Ironically, by not embracing this longer term view, we continually encounter a misalignment of incentives in both the care model as well as the business model. From a care model perspective, when primary care is not compensated for its broad, preventative impact, we remain stuck in the fee-for-service model that prioritizes high-volume, episodic care over quality and continuity​​. From a business model perspective, we remain stuck in a quarterly or short-termist mindset where pricing, margin, or profits unfortunately run headlong into the imprudence and impatience of traditional capital allocation approaches. 

Reimagining Primary Care: From Zero to Hero

Primary care can thrive as a for-profit model, but it demands a different approach to funding. The current funding model pushes medical groups to overextend their capital commitments in too short a window to actually build from a solid operating foundation. A business model that properly prices in the value, and a market that actually pays a market price for the service (which has an actuarially provable return on investment) and is given a reasonable operating window to demonstrate value (3-5 years) is what is needed. Capital allocators, in turn, must share this long term view to get to scale where their investments accrete and dividend. 

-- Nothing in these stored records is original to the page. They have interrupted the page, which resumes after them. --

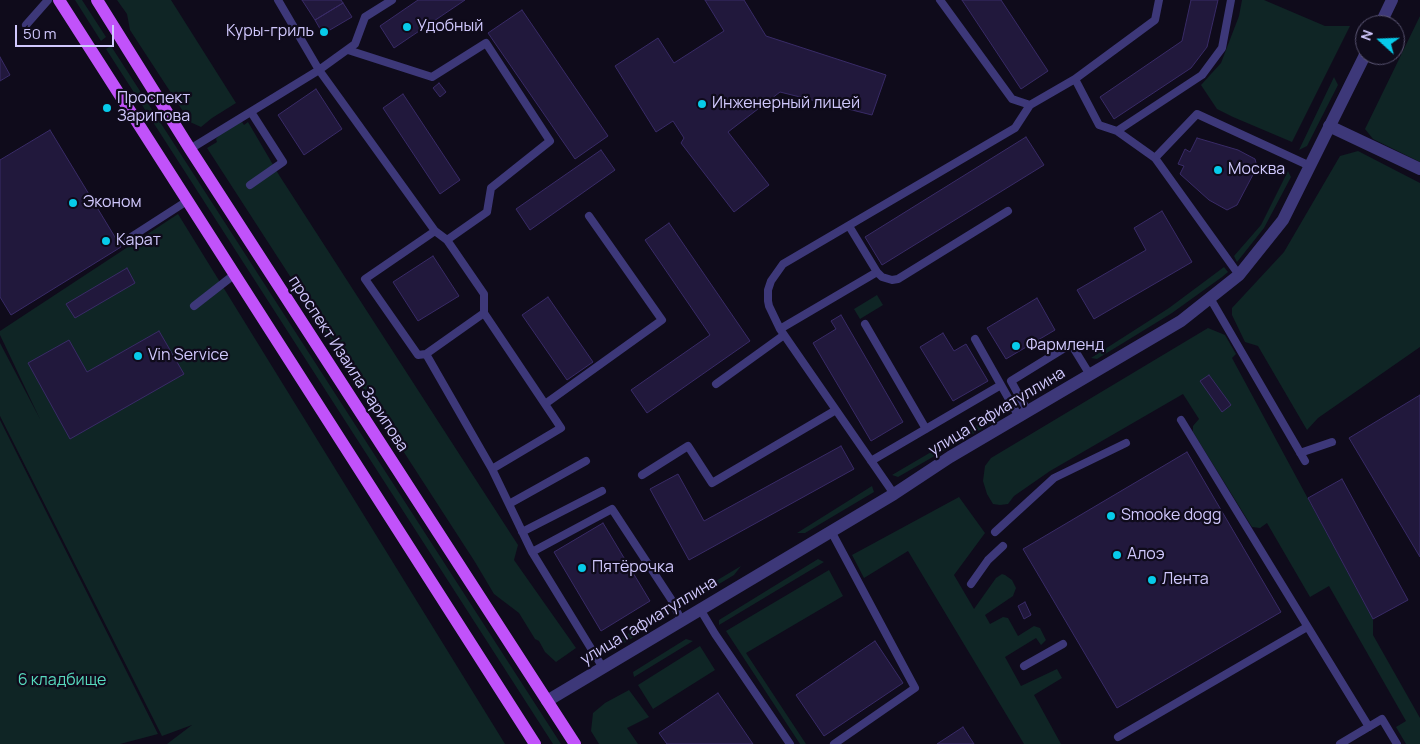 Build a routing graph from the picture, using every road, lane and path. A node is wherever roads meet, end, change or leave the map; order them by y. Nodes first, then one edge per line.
1 (48, 0) edge
2 (59, 0) edge
3 (97, 0) edge
4 (278, 0) edge
5 (392, 0) edge
6 (940, 0) edge
7 (1159, 0) edge
8 (1232, 0) edge
9 (1392, 0) edge
10 (1385, 15) edge
11 (26, 25) dead end
12 (348, 50) junction
13 (1360, 65) edge
14 (319, 70) junction
15 (1075, 78) junction
16 (1030, 105) junction
17 (251, 112) junction
18 (1329, 126) junction
19 (1117, 131) junction
20 (190, 149) junction
21 (1155, 158) junction
22 (1310, 166) junction
23 (1420, 169) edge
24 (250, 185) dead end
25 (188, 201) junction
26 (1008, 211) dead end
27 (589, 216) dead end
28 (849, 226) junction
29 (435, 230) junction
30 (128, 239) dead end
31 (447, 240) junction
32 (877, 272) junction
33 (235, 274) junction
34 (1239, 276) junction
35 (1210, 298) junction
36 (194, 306) dead end
37 (484, 313) junction
38 (865, 324) dead end
39 (782, 332) junction
40 (975, 339) dead end
41 (426, 354) junction
42 (1090, 375) junction
43 (716, 384) dead end
44 (1001, 385) junction
45 (545, 404) junction
46 (836, 410) junction
47 (1023, 414) junction
48 (1181, 420) dead end
49 (926, 429) junction
50 (1332, 442) dead end
51 (1126, 443) dead end
52 (1300, 453) junction
53 (586, 461) dead end
54 (872, 461) junction
55 (1305, 461) dead end
56 (492, 469) junction
57 (642, 475) dead end
58 (602, 492) dead end
59 (894, 494) junction
60 (509, 504) junction
61 (831, 531) junction
62 (522, 532) junction
63 (995, 532) dead end
64 (1003, 546) dead end
65 (532, 552) junction
66 (971, 584) dead end
67 (700, 609) junction
68 (681, 620) junction
69 (1308, 627) junction
70 (1063, 644) dead end
71 (1024, 666) dead end
72 (603, 668) junction
73 (547, 701) junction
74 (1369, 727) junction
75 (1118, 737) dead end
76 (535, 744) edge
77 (575, 744) edge
78 (790, 744) edge
79 (834, 744) edge
80 (1340, 744) edge
81 (1397, 744) edge

1 - 11 lane
2 - 25 main road
3 - 20 main road, проспект Изаила Зарипова
4 - 14 lane
5 - 12 lane
6 - 16 lane
7 - 15 lane
8 - 19 lane
9 - 10 street
12 - 14 lane
12 - 31 lane
13 - 18 street, улица Гафиатуллина
14 - 17 lane
14 - 29 lane
15 - 16 lane
15 - 19 lane
16 - 28 lane
17 - 20 lane
17 - 24 lane
18 - 22 street, улица Гафиатуллина
18 - 23 street
19 - 21 lane
20 - 73 main road, проспект Изаила Зарипова
21 - 22 lane
21 - 34 lane
22 - 34 street, улица Гафиатуллина
25 - 30 lane
25 - 33 main road
26 - 32 lane
27 - 45 lane
28 - 32 lane
28 - 39 lane
29 - 31 lane
29 - 41 lane
31 - 37 lane
32 - 39 lane
33 - 36 lane
33 - 76 main road
34 - 35 street, улица Гафиатуллина
35 - 42 street, улица Гафиатуллина
35 - 52 lane
37 - 41 lane
37 - 45 lane
38 - 49 lane
39 - 43 lane
39 - 46 lane
40 - 44 lane
41 - 56 lane
42 - 47 street, улица Гафиатуллина
42 - 47 lane
44 - 47 lane
44 - 49 lane
45 - 56 lane
46 - 54 lane
46 - 57 lane
47 - 59 street, улица Гафиатуллина
48 - 69 lane
49 - 54 lane
50 - 52 lane
51 - 63 lane
52 - 55 lane
53 - 60 lane
54 - 59 lane
56 - 60 lane
58 - 62 lane
59 - 61 street, улица Гафиатуллина
60 - 62 lane
61 - 67 street, улица Гафиатуллина
61 - 79 lane
62 - 65 lane
64 - 66 lane
65 - 68 lane
65 - 72 lane
67 - 68 street, улица Гафиатуллина
67 - 78 lane
68 - 72 street, улица Гафиатуллина
69 - 74 lane
69 - 75 lane
70 - 71 lane
72 - 73 street, улица Гафиатуллина
73 - 77 main road, проспект Изаила Зарипова
74 - 80 lane
74 - 81 lane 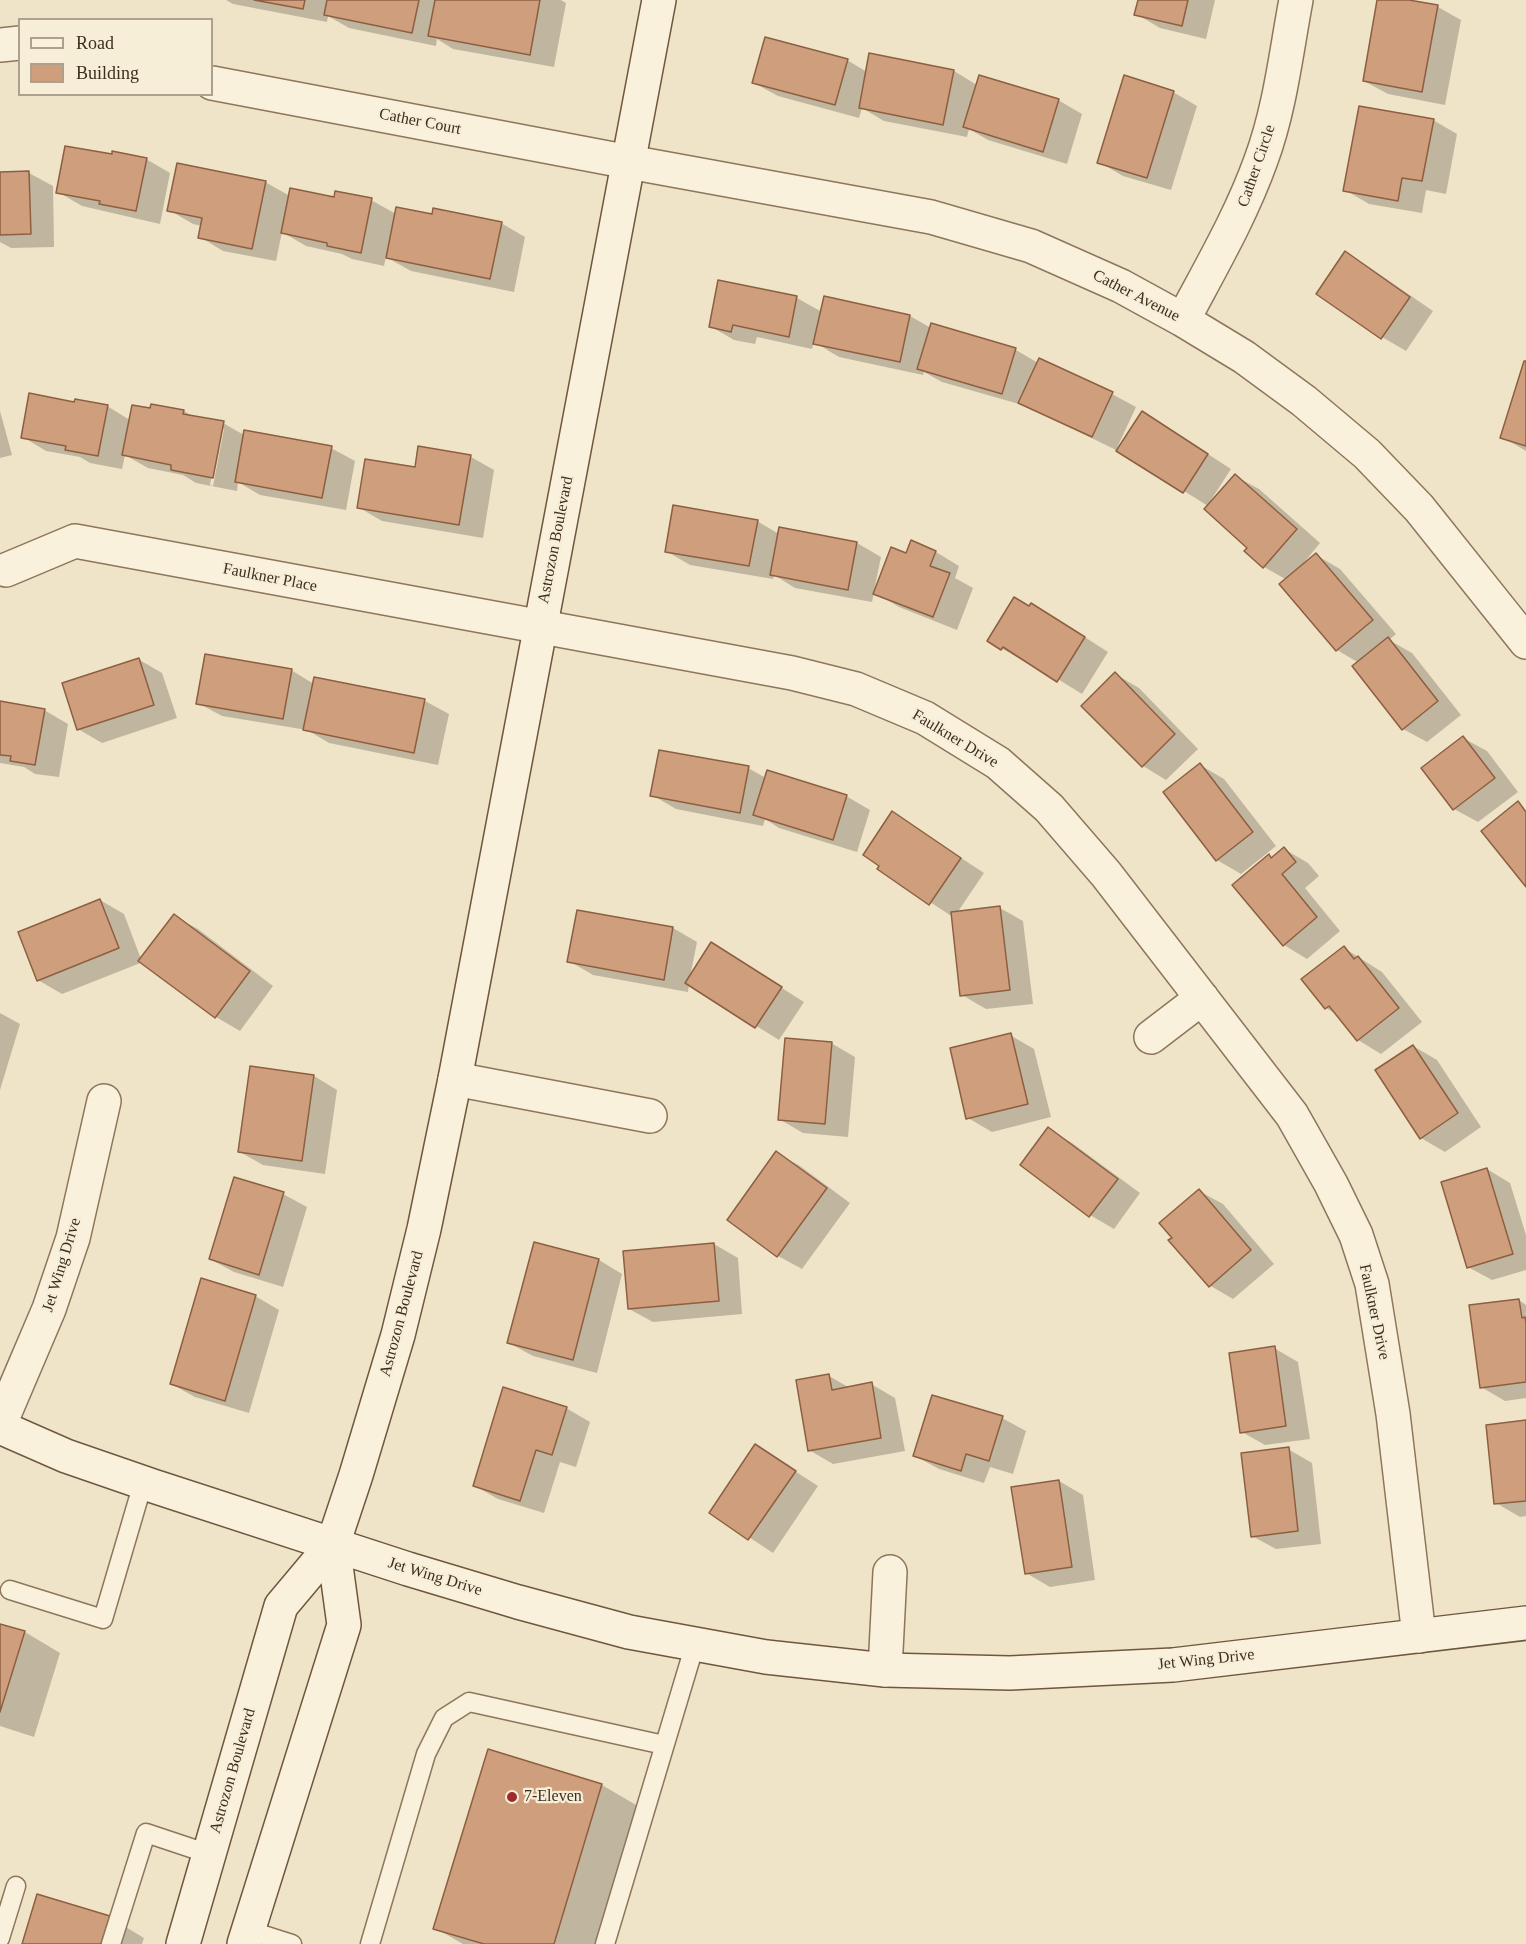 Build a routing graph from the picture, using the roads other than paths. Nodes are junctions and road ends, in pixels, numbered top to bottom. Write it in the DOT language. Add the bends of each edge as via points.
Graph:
graph roads {
  1 [pos="658,0"];
  2 [pos="1296,0"];
  3 [pos="18,43"];
  4 [pos="0,45"];
  5 [pos="213,82"];
  6 [pos="628,162"];
  7 [pos="1183,320"];
  8 [pos="6,570"];
  9 [pos="1521,626"];
  10 [pos="540,628"];
  11 [pos="1202,998"];
  12 [pos="1151,1037"];
  13 [pos="455,1079"];
  14 [pos="104,1101"];
  15 [pos="650,1116"];
  16 [pos="0,1426"];
  17 [pos="143,1483"];
  18 [pos="333,1544"];
  19 [pos="890,1572"];
  20 [pos="10,1590"];
  21 [pos="1526,1623"];
  22 [pos="1419,1636"];
  23 [pos="694,1644"];
  24 [pos="885,1670"];
  25 [pos="664,1745"];
  26 [pos="209,1854"];
  27 [pos="16,1886"];
  28 [pos="246,1937"];
  29 [pos="0,1938"];
  30 [pos="111,1944"];
  31 [pos="183,1944"];
  32 [pos="292,1944"];
  33 [pos="370,1944"];
  34 [pos="605,1944"];
  1 -- 6 [label="street, Astrozon Boulevard"];
  2 -- 7 [label="street, Cather Circle" via="1279,97 1262,158 1241,213"];
  3 -- 4 [label="street"];
  5 -- 6 [label="street, Cather Court"];
  6 -- 7 [label="street, Cather Avenue" via="931,217 1031,246 1121,286"];
  6 -- 10 [label="street, Astrozon Boulevard"];
  7 -- 9 [label="street, Cather Avenue" via="1244,357 1367,454"];
  8 -- 10 [label="street, Faulkner Place" via="75,541"];
  10 -- 11 [label="street, Faulkner Drive" via="792,673 856,689 925,718 998,763 1049,808 1106,874"];
  10 -- 13 [label="street, Astrozon Boulevard"];
  11 -- 12 [label="street"];
  11 -- 22 [label="street, Faulkner Drive" via="1292,1115 1356,1235 1372,1284 1393,1414"];
  13 -- 15 [label="street"];
  13 -- 18 [label="street, Astrozon Boulevard" via="398,1335"];
  14 -- 16 [label="street, Jet Wing Drive" via="73,1238 50,1309"];
  16 -- 17 [label="street, Jet Wing Drive" via="66,1456"];
  17 -- 18 [label="street, Jet Wing Drive"];
  17 -- 20 [label="lane" via="103,1619"];
  18 -- 23 [label="street, Jet Wing Drive" via="540,1608 629,1632"];
  18 -- 26 [label="street, Astrozon Boulevard" via="281,1606"];
  18 -- 28 [label="street, Astrozon Boulevard" via="344,1625"];
  19 -- 24 [label="street"];
  21 -- 22 [label="street, Jet Wing Drive"];
  22 -- 24 [label="street, Jet Wing Drive" via="1173,1665 1010,1673"];
  23 -- 24 [label="street, Jet Wing Drive" via="766,1657"];
  23 -- 25 [label="lane"];
  25 -- 33 [label="lane" via="469,1702 444,1718 426,1754"];
  25 -- 34 [label="lane"];
  26 -- 30 [label="lane" via="146,1833"];
  26 -- 31 [label="street, Astrozon Boulevard"];
  27 -- 29 [label="lane"];
  28 -- 32 [label="lane"];
}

Value-based care (which has dismal participation rates from primary care providers) needs to be thought less as a care model concept and more of as a business model concept to take off. Providers will readily embrace new care models when they are financially incentivized to do so and have the operational ability to execute and genuinely demonstrate their value (which is a great place where funding innovation can have high returns). However, until we see a broader set of market participants signaling a willingness to pay for the type of care and outcomes we all hope for, primary care will remain a perennially loser business (and investment) strategy.  

At Crossover, we continue to bet big on primary care; and we see it for what it is: the ultimate winning strategy. The clients and members we serve through Advanced Primary Care are living proof that primary care isn’t just necessary—it’s a game-changer (literally!). While we think our care model is pretty cool, we will continue to focus on our business model so that it is backed by both hard evidence and hard dollars from paying clients. This is the only way to create a profitable, and therefore sustainable, service that ensures that our members and clients will continue to be the real WINNERS!